───── Exercise material

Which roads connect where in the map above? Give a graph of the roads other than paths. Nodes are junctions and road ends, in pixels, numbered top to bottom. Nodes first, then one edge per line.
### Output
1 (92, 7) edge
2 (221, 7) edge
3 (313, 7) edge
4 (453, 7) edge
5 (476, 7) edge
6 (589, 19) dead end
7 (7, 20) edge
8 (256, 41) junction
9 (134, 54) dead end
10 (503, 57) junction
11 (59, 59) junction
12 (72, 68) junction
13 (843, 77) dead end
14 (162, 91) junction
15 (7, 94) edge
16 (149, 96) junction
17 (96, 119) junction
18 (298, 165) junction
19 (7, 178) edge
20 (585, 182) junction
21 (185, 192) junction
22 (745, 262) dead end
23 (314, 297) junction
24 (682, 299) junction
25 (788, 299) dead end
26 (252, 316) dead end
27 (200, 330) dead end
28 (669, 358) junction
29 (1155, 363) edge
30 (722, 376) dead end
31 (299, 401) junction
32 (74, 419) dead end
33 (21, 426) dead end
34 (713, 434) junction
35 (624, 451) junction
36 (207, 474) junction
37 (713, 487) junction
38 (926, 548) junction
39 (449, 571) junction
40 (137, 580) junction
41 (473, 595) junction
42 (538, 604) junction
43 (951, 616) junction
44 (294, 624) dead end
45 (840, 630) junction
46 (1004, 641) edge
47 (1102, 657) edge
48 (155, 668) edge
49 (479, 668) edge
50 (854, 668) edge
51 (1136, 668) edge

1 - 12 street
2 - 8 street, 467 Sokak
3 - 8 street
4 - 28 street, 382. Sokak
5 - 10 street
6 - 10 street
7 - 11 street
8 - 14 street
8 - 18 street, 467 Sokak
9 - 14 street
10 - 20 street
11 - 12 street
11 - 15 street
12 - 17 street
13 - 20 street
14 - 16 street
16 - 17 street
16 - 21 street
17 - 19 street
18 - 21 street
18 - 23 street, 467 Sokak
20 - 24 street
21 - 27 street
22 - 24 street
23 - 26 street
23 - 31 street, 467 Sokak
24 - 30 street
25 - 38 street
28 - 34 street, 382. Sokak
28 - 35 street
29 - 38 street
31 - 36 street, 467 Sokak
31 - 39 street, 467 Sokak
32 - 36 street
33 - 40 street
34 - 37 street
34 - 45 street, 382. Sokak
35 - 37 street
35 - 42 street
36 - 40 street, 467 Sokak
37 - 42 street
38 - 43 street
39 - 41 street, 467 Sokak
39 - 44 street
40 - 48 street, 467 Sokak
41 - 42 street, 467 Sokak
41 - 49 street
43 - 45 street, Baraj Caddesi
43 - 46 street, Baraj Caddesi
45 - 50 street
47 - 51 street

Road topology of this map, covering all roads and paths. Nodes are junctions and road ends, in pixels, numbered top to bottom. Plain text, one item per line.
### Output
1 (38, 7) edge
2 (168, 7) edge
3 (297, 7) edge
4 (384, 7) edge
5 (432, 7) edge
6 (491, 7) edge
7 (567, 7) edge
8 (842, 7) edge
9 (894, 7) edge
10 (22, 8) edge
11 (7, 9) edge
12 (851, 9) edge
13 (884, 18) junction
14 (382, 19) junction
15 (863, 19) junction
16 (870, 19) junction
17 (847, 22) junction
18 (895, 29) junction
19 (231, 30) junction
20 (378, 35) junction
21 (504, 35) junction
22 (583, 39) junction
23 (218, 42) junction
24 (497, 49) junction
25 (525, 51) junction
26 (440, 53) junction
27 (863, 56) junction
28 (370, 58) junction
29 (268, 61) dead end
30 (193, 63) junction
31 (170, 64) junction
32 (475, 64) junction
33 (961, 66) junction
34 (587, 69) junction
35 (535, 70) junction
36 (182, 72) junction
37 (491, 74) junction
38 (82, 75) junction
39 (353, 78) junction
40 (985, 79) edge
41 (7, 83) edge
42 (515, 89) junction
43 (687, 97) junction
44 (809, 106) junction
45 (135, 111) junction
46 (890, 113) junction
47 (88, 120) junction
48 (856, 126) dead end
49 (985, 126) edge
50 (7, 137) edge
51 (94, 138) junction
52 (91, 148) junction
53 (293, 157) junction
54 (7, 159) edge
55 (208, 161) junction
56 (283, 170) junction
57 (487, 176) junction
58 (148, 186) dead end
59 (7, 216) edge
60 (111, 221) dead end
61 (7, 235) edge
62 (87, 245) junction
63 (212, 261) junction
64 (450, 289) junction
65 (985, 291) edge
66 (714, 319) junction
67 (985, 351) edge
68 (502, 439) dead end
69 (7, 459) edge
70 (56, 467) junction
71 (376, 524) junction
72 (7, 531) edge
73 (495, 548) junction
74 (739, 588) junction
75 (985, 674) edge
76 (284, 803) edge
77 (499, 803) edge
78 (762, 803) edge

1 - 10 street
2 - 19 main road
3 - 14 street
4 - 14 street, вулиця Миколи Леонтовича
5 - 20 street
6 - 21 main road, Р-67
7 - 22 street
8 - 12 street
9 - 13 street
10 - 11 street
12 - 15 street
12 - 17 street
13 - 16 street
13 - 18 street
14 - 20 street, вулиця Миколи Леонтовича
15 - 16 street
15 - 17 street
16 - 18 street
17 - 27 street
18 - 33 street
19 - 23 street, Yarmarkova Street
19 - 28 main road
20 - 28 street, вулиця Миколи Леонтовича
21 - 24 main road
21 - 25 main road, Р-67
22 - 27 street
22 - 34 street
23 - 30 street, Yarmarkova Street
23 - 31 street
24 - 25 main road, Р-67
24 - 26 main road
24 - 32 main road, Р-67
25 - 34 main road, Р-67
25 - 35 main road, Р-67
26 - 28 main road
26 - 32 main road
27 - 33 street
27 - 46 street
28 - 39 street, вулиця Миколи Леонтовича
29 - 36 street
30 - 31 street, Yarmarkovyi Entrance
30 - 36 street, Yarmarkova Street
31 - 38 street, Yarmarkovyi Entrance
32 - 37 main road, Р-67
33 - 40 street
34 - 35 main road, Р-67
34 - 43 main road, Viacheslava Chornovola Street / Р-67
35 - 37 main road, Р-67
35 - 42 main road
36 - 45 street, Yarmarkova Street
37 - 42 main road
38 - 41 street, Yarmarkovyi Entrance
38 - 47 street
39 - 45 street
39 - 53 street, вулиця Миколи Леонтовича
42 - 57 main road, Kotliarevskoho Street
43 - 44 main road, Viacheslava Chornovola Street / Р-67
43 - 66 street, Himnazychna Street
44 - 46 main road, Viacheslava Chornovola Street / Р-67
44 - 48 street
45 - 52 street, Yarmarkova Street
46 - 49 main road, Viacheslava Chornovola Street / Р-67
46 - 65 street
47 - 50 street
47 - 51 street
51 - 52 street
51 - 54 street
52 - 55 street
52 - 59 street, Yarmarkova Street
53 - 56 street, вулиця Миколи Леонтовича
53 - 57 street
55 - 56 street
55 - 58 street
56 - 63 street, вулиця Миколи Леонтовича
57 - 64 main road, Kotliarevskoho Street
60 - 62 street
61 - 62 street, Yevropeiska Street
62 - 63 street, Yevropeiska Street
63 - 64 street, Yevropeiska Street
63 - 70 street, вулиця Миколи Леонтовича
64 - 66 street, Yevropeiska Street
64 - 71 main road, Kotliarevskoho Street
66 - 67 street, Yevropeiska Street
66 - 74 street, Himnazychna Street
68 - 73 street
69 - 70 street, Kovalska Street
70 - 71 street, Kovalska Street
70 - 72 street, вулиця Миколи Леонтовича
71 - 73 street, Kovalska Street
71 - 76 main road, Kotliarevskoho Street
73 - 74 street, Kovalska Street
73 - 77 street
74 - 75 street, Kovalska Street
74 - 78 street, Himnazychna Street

──────────

**Exercise requirements**. Filter the entries down to the lines that include the string "bottom".

**Solution**.
Which roads connect where in the map above? Give a graph of the roads other than paths. Nodes are junctions and road ends, in pixels, numbered top to bottom. Nodes first, then one edge per line.
Road topology of this map, covering all roads and paths. Nodes are junctions and road ends, in pixels, numbered top to bottom. Plain text, one item per line.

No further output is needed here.